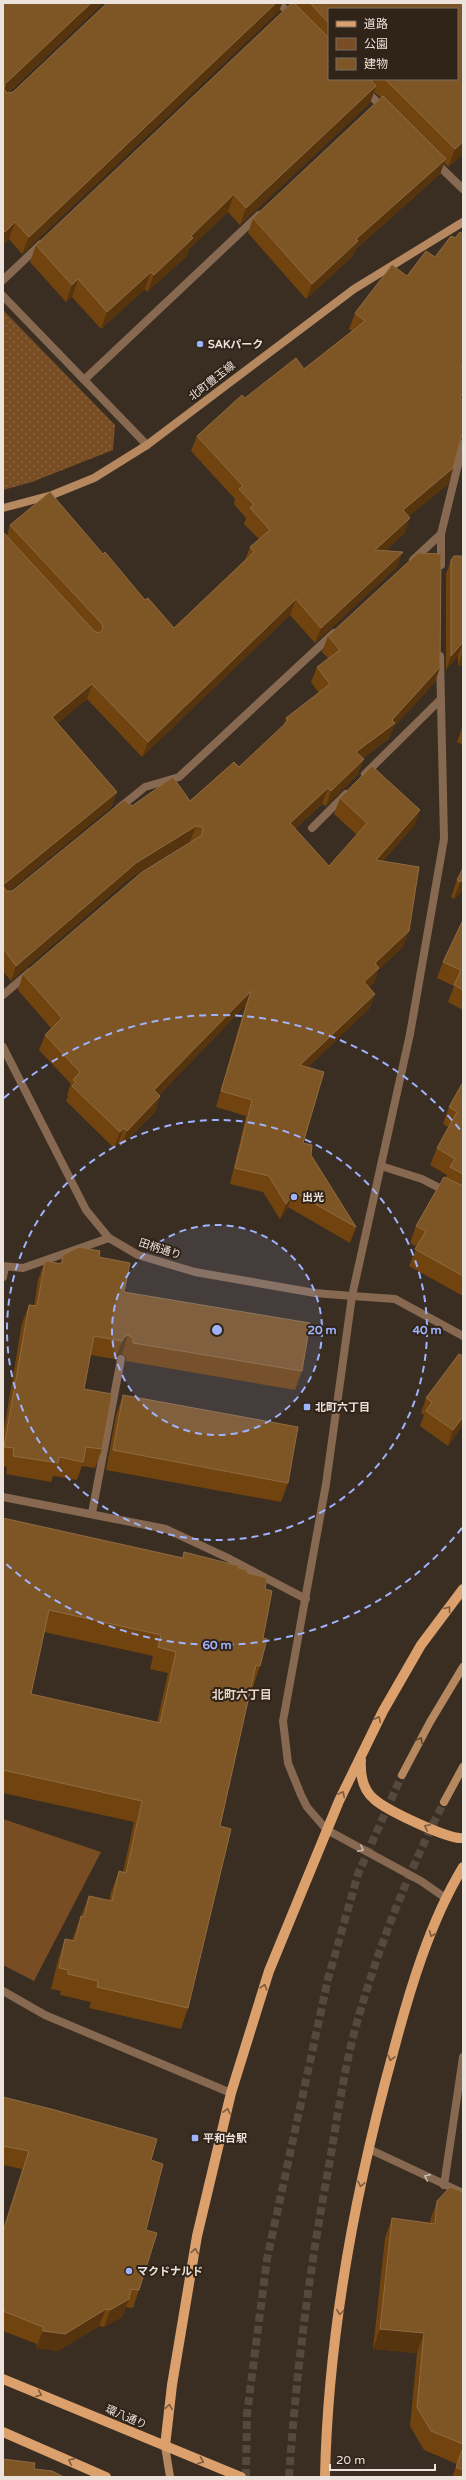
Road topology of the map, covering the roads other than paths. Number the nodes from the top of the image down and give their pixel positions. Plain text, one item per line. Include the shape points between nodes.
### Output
1 (279, 3) edge
2 (297, 22) edge
3 (355, 80) edge
4 (388, 114) edge
5 (431, 157) edge
6 (463, 190) edge
7 (268, 206) edge
8 (463, 222) edge
9 (49, 236) edge
10 (3, 280) edge
11 (3, 296) edge
12 (84, 380) junction
13 (463, 444) edge
14 (147, 445) junction
15 (460, 465) edge
16 (3, 508) edge
17 (441, 534) junction
18 (406, 566) edge
19 (441, 573) edge
20 (342, 626) edge
21 (440, 644) edge
22 (440, 700) junction
23 (110, 815) edge
24 (312, 828) dead end
25 (38, 964) edge
26 (3, 994) edge
27 (3, 1047) edge
28 (381, 1166) junction
29 (463, 1200) edge
30 (109, 1238) junction
31 (4, 1266) edge
32 (3, 1277) edge
33 (352, 1296) junction
34 (463, 1336) edge
35 (121, 1358) edge
36 (3, 1497) edge
37 (92, 1513) junction
38 (463, 1589) edge
39 (306, 1599) junction
40 (463, 1667) edge
41 (361, 1754) junction
42 (463, 1767) edge
43 (402, 1775) tunnel mouth
44 (444, 1802) tunnel mouth
45 (327, 1830) junction
46 (463, 1838) edge
47 (463, 1867) edge
48 (447, 1898) junction
49 (3, 1991) edge
50 (463, 2057) edge
51 (231, 2093) junction
52 (369, 2149) junction
53 (444, 2185) junction
54 (463, 2193) edge
55 (3, 2379) edge
56 (3, 2432) edge
57 (165, 2446) junction
58 (106, 2477) edge
59 (170, 2477) edge
60 (240, 2477) edge
61 (325, 2477) edge

1 - 2 street via 284,14
3 - 4 street via 375,106
5 - 6 street
7 - 12 street
8 - 14 main road, 北町豊玉線 via 354,289
9 - 10 street
11 - 12 street
12 - 14 street
13 - 15 street
14 - 16 main road, 北町豊玉線 via 94,478 52,495
15 - 17 street
17 - 18 street
17 - 19 street
20 - 23 street via 179,777 145,787
21 - 22 street
22 - 24 street
22 - 28 street via 444,839 410,1034
25 - 26 street
27 - 30 street, 田柄通り via 86,1210
28 - 29 street via 422,1179
28 - 33 street
30 - 31 street via 23,1268
30 - 33 street, 田柄通り via 138,1255 195,1272 315,1293
31 - 32 street
33 - 34 street, 田柄通り via 395,1299
33 - 39 street via 326,1484
35 - 37 street
36 - 37 street
37 - 39 street via 166,1529
41 -> 38 main road via 421,1645
39 - 45 street via 283,1721 284,1739 288,1763 301,1795 307,1807
43 -> 40 main road
45 -> 41 main road
46 -> 41 main road via 457,1839 442,1834 400,1815 373,1799 359,1777
42 - 44 main road
45 -> 48 street
51 -> 45 main road via 269,1971
47 - 48 main road
48 -> 52 main road via 404,2011
49 - 51 street via 45,2015
50 - 53 street
57 -> 51 main road via 172,2385 197,2236
53 -> 52 street
52 -> 61 main road via 349,2238 326,2421
53 - 54 street
55 -> 57 main road, 環八通り
58 -> 56 main road
57 - 59 main road
57 -> 60 main road, 環八通り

★ ★ ★ ★

### INSTRUCTIONS TO FOLLOW
Among the lines of the material, find those that hold the word "tunnel" and copy them.

### EXERCISE OUTPUT
43 (402, 1775) tunnel mouth
44 (444, 1802) tunnel mouth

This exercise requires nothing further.